*DATASET RECORDS*
===

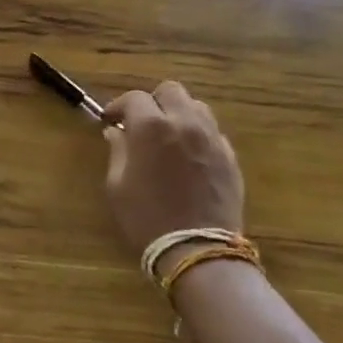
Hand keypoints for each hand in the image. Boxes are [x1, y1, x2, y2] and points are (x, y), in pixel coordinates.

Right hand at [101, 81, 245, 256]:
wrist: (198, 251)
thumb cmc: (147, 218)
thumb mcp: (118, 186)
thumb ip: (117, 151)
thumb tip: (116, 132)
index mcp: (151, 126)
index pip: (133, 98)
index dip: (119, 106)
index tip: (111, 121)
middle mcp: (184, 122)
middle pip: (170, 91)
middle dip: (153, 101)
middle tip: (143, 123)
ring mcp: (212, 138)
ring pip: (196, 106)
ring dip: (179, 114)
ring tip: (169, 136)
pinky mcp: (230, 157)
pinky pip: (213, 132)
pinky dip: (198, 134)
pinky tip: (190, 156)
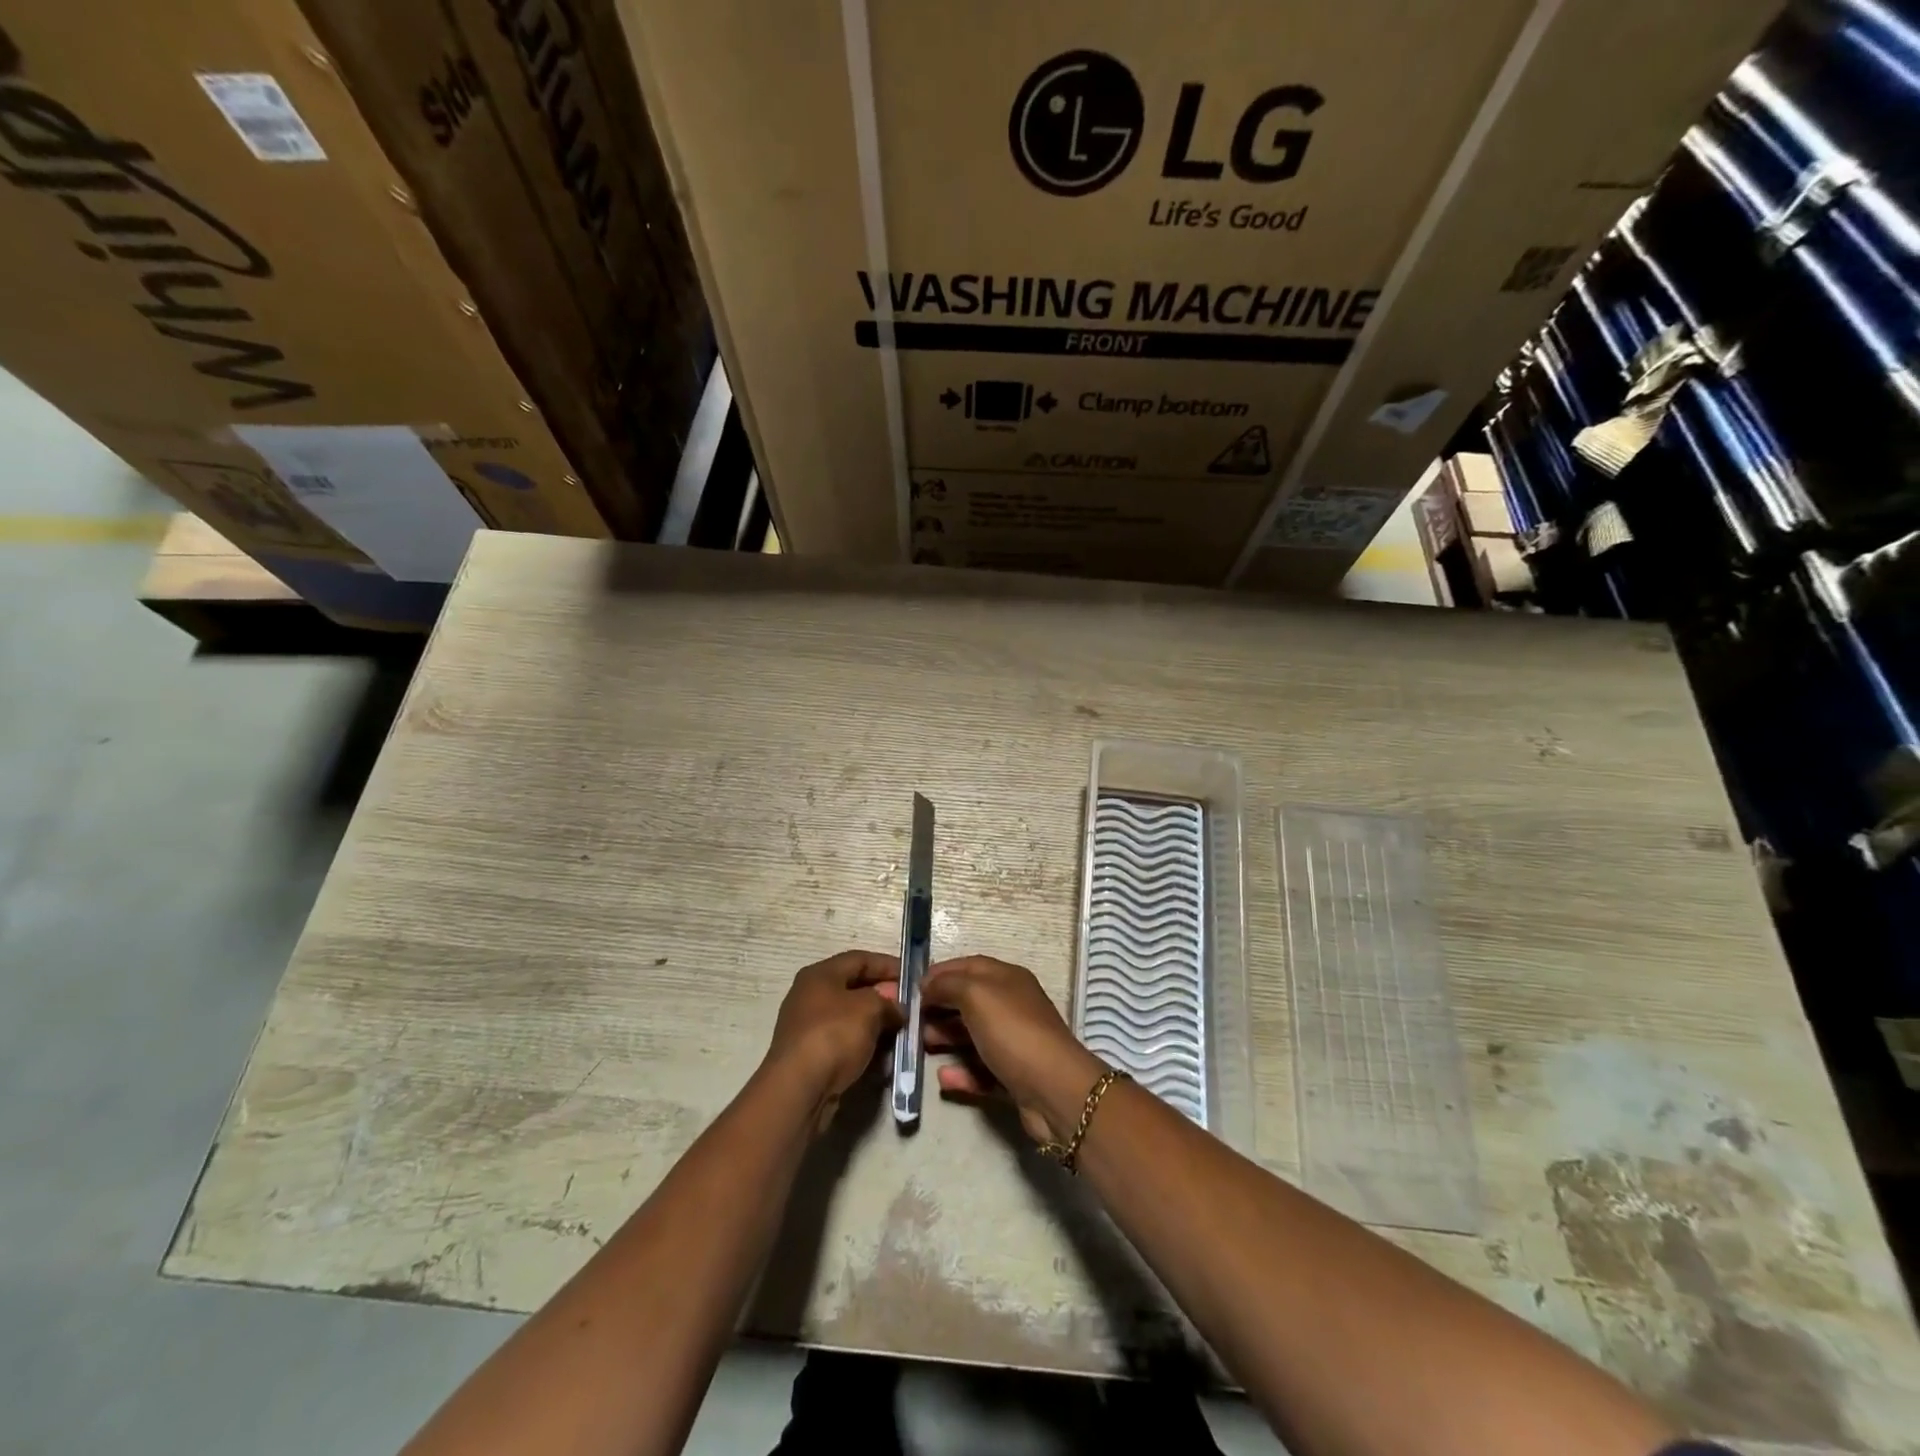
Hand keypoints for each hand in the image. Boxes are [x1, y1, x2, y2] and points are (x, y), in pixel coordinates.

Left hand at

===

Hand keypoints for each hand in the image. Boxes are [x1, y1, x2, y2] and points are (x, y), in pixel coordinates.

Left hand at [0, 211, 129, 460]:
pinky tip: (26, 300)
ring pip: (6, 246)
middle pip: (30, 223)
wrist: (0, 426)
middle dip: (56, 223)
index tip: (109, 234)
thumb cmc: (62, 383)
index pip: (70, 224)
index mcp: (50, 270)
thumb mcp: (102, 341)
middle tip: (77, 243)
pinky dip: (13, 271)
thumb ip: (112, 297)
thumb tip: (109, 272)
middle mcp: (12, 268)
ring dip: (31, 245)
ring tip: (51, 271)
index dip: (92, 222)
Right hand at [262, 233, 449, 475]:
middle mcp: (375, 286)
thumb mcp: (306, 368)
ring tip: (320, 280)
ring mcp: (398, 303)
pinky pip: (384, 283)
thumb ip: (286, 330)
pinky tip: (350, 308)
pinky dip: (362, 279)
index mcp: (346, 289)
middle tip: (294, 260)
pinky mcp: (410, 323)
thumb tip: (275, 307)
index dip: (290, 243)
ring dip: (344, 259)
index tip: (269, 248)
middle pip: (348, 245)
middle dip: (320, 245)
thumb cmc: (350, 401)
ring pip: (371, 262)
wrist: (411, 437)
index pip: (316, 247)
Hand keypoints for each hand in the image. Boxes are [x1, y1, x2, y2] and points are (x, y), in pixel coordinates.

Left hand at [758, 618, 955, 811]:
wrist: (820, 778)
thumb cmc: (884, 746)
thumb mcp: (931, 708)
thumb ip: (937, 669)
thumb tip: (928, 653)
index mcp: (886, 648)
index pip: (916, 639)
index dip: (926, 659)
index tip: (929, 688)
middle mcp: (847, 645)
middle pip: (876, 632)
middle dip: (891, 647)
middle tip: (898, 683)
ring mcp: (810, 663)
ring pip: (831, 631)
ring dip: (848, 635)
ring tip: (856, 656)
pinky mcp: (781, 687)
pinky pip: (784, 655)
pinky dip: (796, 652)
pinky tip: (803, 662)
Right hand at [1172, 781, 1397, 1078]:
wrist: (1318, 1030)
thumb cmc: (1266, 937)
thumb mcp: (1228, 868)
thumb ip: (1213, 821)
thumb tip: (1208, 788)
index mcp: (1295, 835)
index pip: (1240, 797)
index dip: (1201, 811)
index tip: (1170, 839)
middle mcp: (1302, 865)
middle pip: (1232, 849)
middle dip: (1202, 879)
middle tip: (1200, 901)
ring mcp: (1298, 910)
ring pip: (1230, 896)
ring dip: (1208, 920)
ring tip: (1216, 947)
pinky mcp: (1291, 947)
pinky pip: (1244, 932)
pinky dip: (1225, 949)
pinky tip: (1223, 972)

===

*ACTIVITY*
Beginning with the line that has "middle mcp: (375, 286)" and ending with the line that has "ring pip: (831, 631)", set down the lines above exactly and include no others.

*SOLUTION TO THE PROBLEM*
middle mcp: (375, 286)
thumb mcp: (306, 368)
ring tip: (320, 280)
ring mcp: (398, 303)
pinky pip: (384, 283)
thumb ip: (286, 330)
pinky tip: (350, 308)
pinky dip: (362, 279)
index mcp: (346, 289)
middle tip: (294, 260)
pinky mcp: (410, 323)
thumb tip: (275, 307)
index dip: (290, 243)
ring dip: (344, 259)
index tip: (269, 248)
middle pip: (348, 245)
middle dip: (320, 245)
thumb cmc: (350, 401)
ring pip: (371, 262)
wrist: (411, 437)
index pip: (316, 247)
Hand keypoints for each hand in the image. Boxes are [x1, y1, x2, y2] and points are (x, y), in pixel coordinates.

Left hand at [758, 618, 955, 811]:
wrist: (820, 778)
thumb cmc: (884, 746)
thumb mcp: (931, 708)
thumb ip: (937, 669)
thumb tip: (928, 653)
index mcp: (886, 648)
index pip: (916, 639)
index dip: (926, 659)
index tip: (929, 688)
middle mcp: (847, 645)
middle pip: (876, 632)
middle dip: (891, 647)
middle tip: (898, 683)
ring mcp: (810, 663)
ring pip: (831, 631)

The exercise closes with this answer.